Separate multiple SQL statements using Regex in Java
You can try the following regular expression:
\s*;\s*(?=([^']*'[^']*')*[^']*$)
Here is the example:
public static void main(String[] args) {
String input = "select * from table1 where col1 = 'abc;de'; select * from table2;";
System.out.println(java.util.Arrays.toString(
input.split("\\s*;\\s*(?=([^']*'[^']*')*[^']*$)")

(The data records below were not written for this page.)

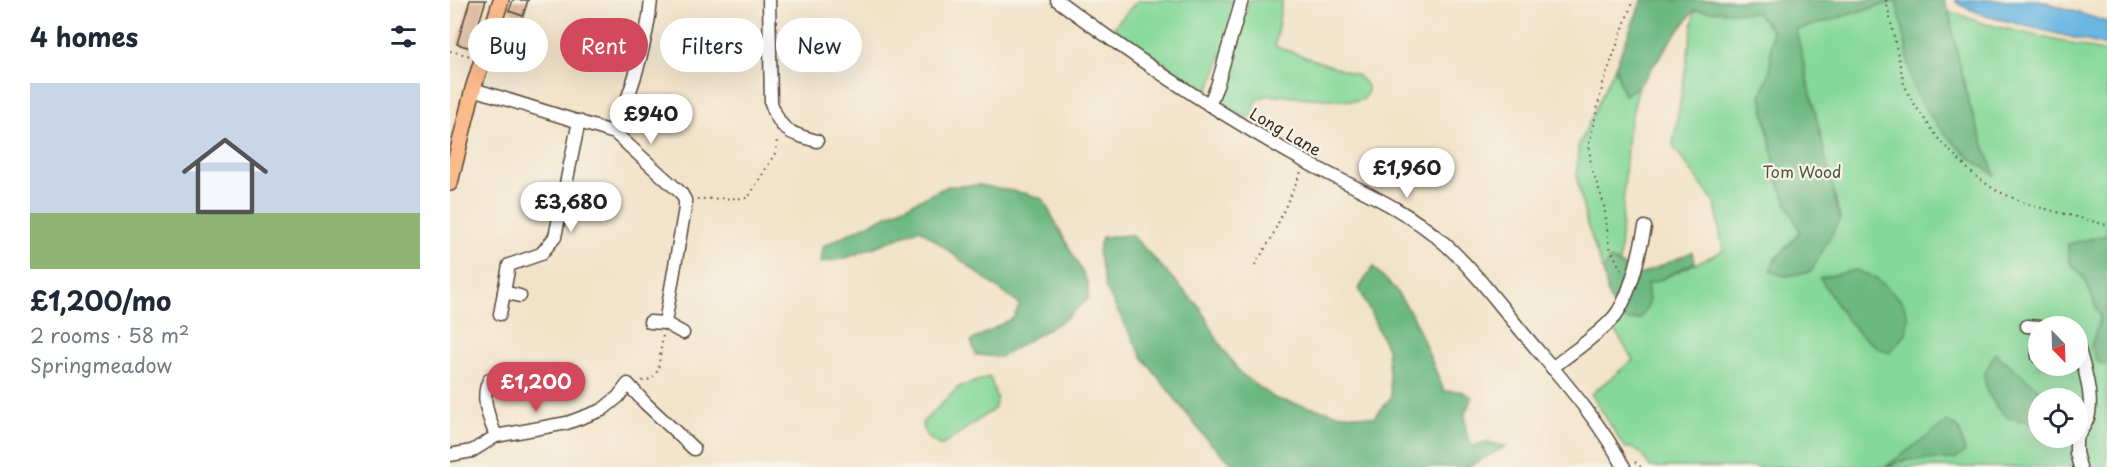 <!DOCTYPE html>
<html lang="en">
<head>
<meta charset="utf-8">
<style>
  body { margin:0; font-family:"Playpen Sans",sans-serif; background:#f2f2f3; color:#1f2937; height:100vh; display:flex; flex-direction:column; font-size:22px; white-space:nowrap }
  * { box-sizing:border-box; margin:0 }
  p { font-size:20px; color:#747a83 }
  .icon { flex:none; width:33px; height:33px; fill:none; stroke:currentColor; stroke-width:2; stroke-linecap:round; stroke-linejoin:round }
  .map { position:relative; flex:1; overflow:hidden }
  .details { display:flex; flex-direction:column; background:#fff; width:450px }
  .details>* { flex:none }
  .hud { position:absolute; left:18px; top:18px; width:570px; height:54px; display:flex; gap:12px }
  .needle { width:39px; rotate:157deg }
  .controls { position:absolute; left:1578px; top:316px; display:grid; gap:12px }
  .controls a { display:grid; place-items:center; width:60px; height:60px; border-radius:50%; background:#fff; box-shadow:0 6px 24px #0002; font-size:30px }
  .price { position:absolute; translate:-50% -51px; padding:0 14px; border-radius:21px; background:#fff; color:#222; font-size:20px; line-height:39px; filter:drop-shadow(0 2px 3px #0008) }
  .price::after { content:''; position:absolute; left:50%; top:36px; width:18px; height:14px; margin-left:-9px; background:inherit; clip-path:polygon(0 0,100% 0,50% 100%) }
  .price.current { background:#d1495b; color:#fff }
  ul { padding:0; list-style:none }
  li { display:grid; align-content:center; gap:12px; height:318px; padding:0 30px }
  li+li { border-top:2px solid #e0e1e3 }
  li span { display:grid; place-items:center; height:186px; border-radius:0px; color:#555 }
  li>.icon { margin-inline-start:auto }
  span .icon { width:108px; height:108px; fill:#fffc; stroke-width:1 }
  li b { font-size:26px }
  h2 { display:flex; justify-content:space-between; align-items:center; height:72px; padding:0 30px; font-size:26px }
  .tag { padding:0 21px; border-radius:27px; background:#fff; box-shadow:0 6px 24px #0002; font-size:21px; line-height:54px }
  .tag.current { background:#d1495b; color:#fff }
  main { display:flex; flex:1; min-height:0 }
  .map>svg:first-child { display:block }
  .green { fill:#85d899; stroke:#60815c; stroke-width:1.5; fill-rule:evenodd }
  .forest { fill:#6cb881; stroke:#547150; stroke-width:1.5 }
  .water { fill:#67b6e1; stroke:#517080; stroke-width:1.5 }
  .building { fill:#dbaf90 }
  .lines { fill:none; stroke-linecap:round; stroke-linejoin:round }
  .minor-casing { stroke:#564638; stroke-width:15 }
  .major-casing { stroke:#564638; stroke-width:18 }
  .path { stroke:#564638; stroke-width:2; stroke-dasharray:1.5 4.5; stroke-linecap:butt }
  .minor { stroke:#fff; stroke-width:12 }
  .major { stroke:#fbbb8d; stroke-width:15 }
  .labels { text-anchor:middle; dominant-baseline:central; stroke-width:4.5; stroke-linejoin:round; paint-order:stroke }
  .street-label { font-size:16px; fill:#3b2a1e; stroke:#f7f3e8 }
  .park-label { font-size:16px; fill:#4e563d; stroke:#f7f3e8 }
</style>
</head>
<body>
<main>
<section class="details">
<h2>4 homes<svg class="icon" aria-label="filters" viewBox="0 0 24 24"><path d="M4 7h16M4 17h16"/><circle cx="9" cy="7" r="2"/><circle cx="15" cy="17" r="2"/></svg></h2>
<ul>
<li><span style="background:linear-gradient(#c9d6e8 70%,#8fb573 0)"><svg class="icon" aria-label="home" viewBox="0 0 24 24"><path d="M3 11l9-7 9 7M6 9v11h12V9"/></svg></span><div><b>£1,200/mo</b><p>2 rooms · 58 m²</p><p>Springmeadow</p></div></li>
</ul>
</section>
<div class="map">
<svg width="1657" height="467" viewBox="0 0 1657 467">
  <rect width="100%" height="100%" fill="#f7f3e8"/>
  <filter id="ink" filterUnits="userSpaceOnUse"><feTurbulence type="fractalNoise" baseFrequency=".0167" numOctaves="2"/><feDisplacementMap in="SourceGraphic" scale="12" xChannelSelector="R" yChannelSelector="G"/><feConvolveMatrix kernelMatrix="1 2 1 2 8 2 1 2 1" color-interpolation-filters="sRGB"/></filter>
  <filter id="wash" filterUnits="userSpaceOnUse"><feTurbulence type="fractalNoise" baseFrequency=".008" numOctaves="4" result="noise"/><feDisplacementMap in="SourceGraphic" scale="24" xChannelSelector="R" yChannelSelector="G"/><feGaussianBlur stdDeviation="1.35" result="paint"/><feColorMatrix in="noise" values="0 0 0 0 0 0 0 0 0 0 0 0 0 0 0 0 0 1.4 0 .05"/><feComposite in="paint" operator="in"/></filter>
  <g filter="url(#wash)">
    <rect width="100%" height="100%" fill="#f2e3c8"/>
    <g class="green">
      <path d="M 688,0 L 793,0 L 758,92 L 663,28 Z"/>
      <path d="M 799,0 L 832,0 L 825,46 L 907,75 L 916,84 L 918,91 L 914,99 L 906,101 L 818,95 L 807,100 L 801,119 C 788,115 777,109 770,97 Z"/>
      <path d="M 1446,1 L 1454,31 L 1462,82 L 1473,103 L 1495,134 L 1544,174 L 1519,104 L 1504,39 L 1499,11 L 1532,23 L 1657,52 L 1657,235 L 1618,245 L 1619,261 L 1635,279 L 1650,317 L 1641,347 L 1648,362 L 1657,365 L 1657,467 L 1200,467 C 1193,456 1190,447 1175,448 L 1141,394 L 1183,360 L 1159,320 L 1199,303 L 1197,284 L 1212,279 L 1273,251 L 1265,203 L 1223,146 L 1245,10 L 1308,13 L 1322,31 L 1320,71 L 1311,96 L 1328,180 L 1337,204 L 1350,231 L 1338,247 L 1323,260 L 1390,219 L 1345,30 ZM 1588,327 L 1628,327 L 1628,366 L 1588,366 ZM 1588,399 L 1628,399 L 1628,438 L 1588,438 Z"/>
      <path d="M 1165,67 L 1174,95 L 1189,86 L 1178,131 L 1169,264 L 1160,260 L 1153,271 L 1136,221 L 1127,179 L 1128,147 Z"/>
      <path d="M 540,377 L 547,399 L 544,409 L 491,446 L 477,437 L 472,423 L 509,387 Z"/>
    </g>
    <g class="forest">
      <path d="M 1192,0 L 1494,0 L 1499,11 L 1504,40 L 1519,104 L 1545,175 C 1512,155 1476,120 1462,83 C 1459,74 1458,61 1457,51 C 1454,34 1451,18 1446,1 L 1346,30 L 1390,219 L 1361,272 L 1336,276 L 1320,271 C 1325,255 1340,246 1350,231 L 1337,204 L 1328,180 L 1311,96 L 1320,71 L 1322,31 L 1307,13 L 1245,10 L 1224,36 L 1189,86 L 1174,95 L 1165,67 Z"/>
      <path d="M 530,185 L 578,194 L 593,199 L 638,283 L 638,299 L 615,319 L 550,357 L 526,355 L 521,341 L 563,318 L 570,305 L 470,229 L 399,257 L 370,263 L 373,246 L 498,186 Z"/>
      <path d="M 682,235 L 751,309 L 768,341 L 790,373 L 826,399 L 885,413 L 924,417 L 941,397 L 937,349 L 909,288 L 923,267 L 945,289 L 964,318 L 994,391 L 1011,391 L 1022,397 L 1015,414 L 1016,432 L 1022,446 L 1036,442 L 1056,446 L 1018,467 L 786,467 L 758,441 L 693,358 L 656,289 L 648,251 L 652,237 Z"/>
      <path d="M 1657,235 L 1657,365 L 1648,362 L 1641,347 L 1650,317 L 1635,279 L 1619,261 L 1618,244 Z"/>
      <path d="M 1242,252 L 1245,262 L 1212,279 L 1197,284 L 1199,303 L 1190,319 L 1178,321 L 1159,299 L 1153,271 L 1160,259 L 1190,275 Z"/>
      <path d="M 1406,270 L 1426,278 L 1452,301 L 1458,316 L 1456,334 L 1439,353 C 1406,340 1387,307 1370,278 Z"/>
      <path d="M 1545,353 L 1601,399 L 1588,399 L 1588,423 L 1558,418 L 1547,408 L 1537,391 L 1534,375 Z"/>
      <path d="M 1497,422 L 1509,428 L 1515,452 L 1505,459 L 1456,460 L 1435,467 Z"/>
    </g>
    <path class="water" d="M 1505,0 L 1589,0 L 1657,22 L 1657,46 L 1536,16 L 1508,4 Z"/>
    <g id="blocks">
      <g class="building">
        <path d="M 20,0 L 36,0 L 21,48 L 7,44 Z"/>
        <path d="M 63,0 L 78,0 L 73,16 L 59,11 Z"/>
      </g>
    </g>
  </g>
  <g filter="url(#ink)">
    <use href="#blocks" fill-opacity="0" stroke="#564638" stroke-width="1.5"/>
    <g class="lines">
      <g class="minor-casing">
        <g id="minor">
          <path d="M 319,0 L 321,103 C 331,132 339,133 367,141"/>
          <path d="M 607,0 C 686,59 768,113 854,161 C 902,187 954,207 995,244 C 1024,270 1048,303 1073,333 C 1109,376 1147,417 1174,467"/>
          <path d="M 23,89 L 165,133 L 231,193 L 235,200 L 235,208 L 215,323 L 233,333"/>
          <path d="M 759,105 L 767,86 L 792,0"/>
          <path d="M 165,133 C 181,90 197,46 201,0"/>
          <path d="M 54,292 L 70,296"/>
          <path d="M 50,314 L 59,265 L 91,254 L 105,237 L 129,121"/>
          <path d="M 200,322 L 215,323"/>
          <path d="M 1577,326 L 1590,327"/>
          <path d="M 1628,346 C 1633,363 1643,395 1639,414 C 1638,422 1632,429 1628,435"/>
          <path d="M 1588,357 L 1588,345"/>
          <path d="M 1102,368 C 1122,352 1146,337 1163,318 C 1180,300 1190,251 1195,227"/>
          <path d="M 39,380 C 30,398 39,418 46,436"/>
          <path d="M 1626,438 L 1626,453 L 1630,467"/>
          <path d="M 0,455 L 22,451 L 46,436 L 117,423 L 152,410 L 168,397 L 178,384 L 195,403 L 244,449"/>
        </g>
      </g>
      <g class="major-casing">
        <path id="major" d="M 0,183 L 23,89 L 51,0"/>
      </g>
      <g class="path">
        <path d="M 1436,0 L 1454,84 L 1462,101 L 1490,141 L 1524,175 L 1545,190 L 1577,204 L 1657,225"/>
        <path d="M 0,51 L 21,56"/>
        <path d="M 247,199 L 298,198 L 326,152 L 327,137"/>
        <path d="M 805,265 L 821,239 L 851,172"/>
        <path d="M 1171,270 L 1159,245 L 1154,204 L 1141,166 L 1139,144 L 1153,84 L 1183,0"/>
        <path d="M 192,381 L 202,379 L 208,370 L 213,335"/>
        <path d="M 1185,462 L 1191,467"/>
      </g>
      <use href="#minor" class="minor"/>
      <use href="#major" class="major"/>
    </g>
  </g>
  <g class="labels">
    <g class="street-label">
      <text transform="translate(836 131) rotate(30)">Long Lane</text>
    </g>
    <g class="park-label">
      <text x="1352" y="171">Tom Wood</text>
    </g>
  </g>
</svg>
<div class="controls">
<a><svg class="needle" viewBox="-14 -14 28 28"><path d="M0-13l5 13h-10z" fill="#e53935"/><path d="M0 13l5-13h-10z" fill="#747a83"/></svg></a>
<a><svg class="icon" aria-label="locate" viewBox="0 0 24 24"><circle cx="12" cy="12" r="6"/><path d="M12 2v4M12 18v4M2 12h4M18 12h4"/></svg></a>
</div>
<b class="price" style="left:201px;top:145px">£940</b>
<b class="price" style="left:957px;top:199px">£1,960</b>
<b class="price" style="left:121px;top:233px">£3,680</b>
<b class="price current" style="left:86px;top:413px">£1,200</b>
<div class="hud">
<a class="tag">Buy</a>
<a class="tag current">Rent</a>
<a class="tag">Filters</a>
<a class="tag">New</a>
</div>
</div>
</main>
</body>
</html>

)); // prints "[select * from table1 where col1 = 'abc;de', select * from table2]"
}
Explanation of the regular expression:
NODE EXPLANATION
--------------------------------------------------------------------------------
\s* whitespace (\n, \r, \t, \f, and " ") (0 or
more times (matching the most amount
possible))
--------------------------------------------------------------------------------
; ';'
--------------------------------------------------------------------------------
\s* whitespace (\n, \r, \t, \f, and " ") (0 or
more times (matching the most amount
possible))
--------------------------------------------------------------------------------
(?= look ahead to see if there is:
--------------------------------------------------------------------------------
( group and capture to \1 (0 or more times
(matching the most amount possible)):
--------------------------------------------------------------------------------
[^']* any character except: ''' (0 or more
times (matching the most amount
possible))
--------------------------------------------------------------------------------
' '\''
--------------------------------------------------------------------------------
[^']* any character except: ''' (0 or more
times (matching the most amount
possible))
--------------------------------------------------------------------------------
' '\''
--------------------------------------------------------------------------------
)* end of \1 (NOTE: because you are using a
quantifier on this capture, only the
LAST repetition of the captured pattern
will be stored in \1)
--------------------------------------------------------------------------------
[^']* any character except: ''' (0 or more
times (matching the most amount
possible))
--------------------------------------------------------------------------------
$ before an optional \n, and the end of
the string
--------------------------------------------------------------------------------
) end of look-ahead